- [Collected data entries]
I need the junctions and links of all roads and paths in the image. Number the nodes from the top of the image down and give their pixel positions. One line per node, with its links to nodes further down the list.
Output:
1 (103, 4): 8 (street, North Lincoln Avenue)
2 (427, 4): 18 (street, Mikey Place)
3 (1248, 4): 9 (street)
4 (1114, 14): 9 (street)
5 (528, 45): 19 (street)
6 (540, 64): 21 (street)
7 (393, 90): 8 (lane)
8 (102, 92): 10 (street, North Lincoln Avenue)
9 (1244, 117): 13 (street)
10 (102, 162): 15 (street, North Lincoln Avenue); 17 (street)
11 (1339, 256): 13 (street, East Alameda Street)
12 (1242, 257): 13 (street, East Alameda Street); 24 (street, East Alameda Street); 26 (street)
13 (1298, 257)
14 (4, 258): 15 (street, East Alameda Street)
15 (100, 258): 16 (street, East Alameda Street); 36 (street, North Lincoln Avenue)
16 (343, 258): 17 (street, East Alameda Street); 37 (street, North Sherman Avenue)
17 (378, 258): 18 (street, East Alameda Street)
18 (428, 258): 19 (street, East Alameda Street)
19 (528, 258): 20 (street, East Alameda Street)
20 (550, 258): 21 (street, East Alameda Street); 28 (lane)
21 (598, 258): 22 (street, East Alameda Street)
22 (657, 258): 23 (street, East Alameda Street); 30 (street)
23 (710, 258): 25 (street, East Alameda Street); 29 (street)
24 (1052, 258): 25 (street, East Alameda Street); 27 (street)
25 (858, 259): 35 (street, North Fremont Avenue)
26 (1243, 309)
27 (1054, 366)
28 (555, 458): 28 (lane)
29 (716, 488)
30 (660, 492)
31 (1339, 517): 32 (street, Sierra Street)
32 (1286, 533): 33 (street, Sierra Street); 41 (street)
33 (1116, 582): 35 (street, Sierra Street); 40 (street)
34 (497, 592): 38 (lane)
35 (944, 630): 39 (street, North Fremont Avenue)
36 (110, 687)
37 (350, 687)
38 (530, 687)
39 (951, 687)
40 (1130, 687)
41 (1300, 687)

- [Work instructions]
In the records above, which lines hold the string "Lincoln"? Copy each one.

- [Exercise solution]
1 (103, 4): 8 (street, North Lincoln Avenue)
8 (102, 92): 10 (street, North Lincoln Avenue)
10 (102, 162): 15 (street, North Lincoln Avenue); 17 (street)
15 (100, 258): 16 (street, East Alameda Street); 36 (street, North Lincoln Avenue)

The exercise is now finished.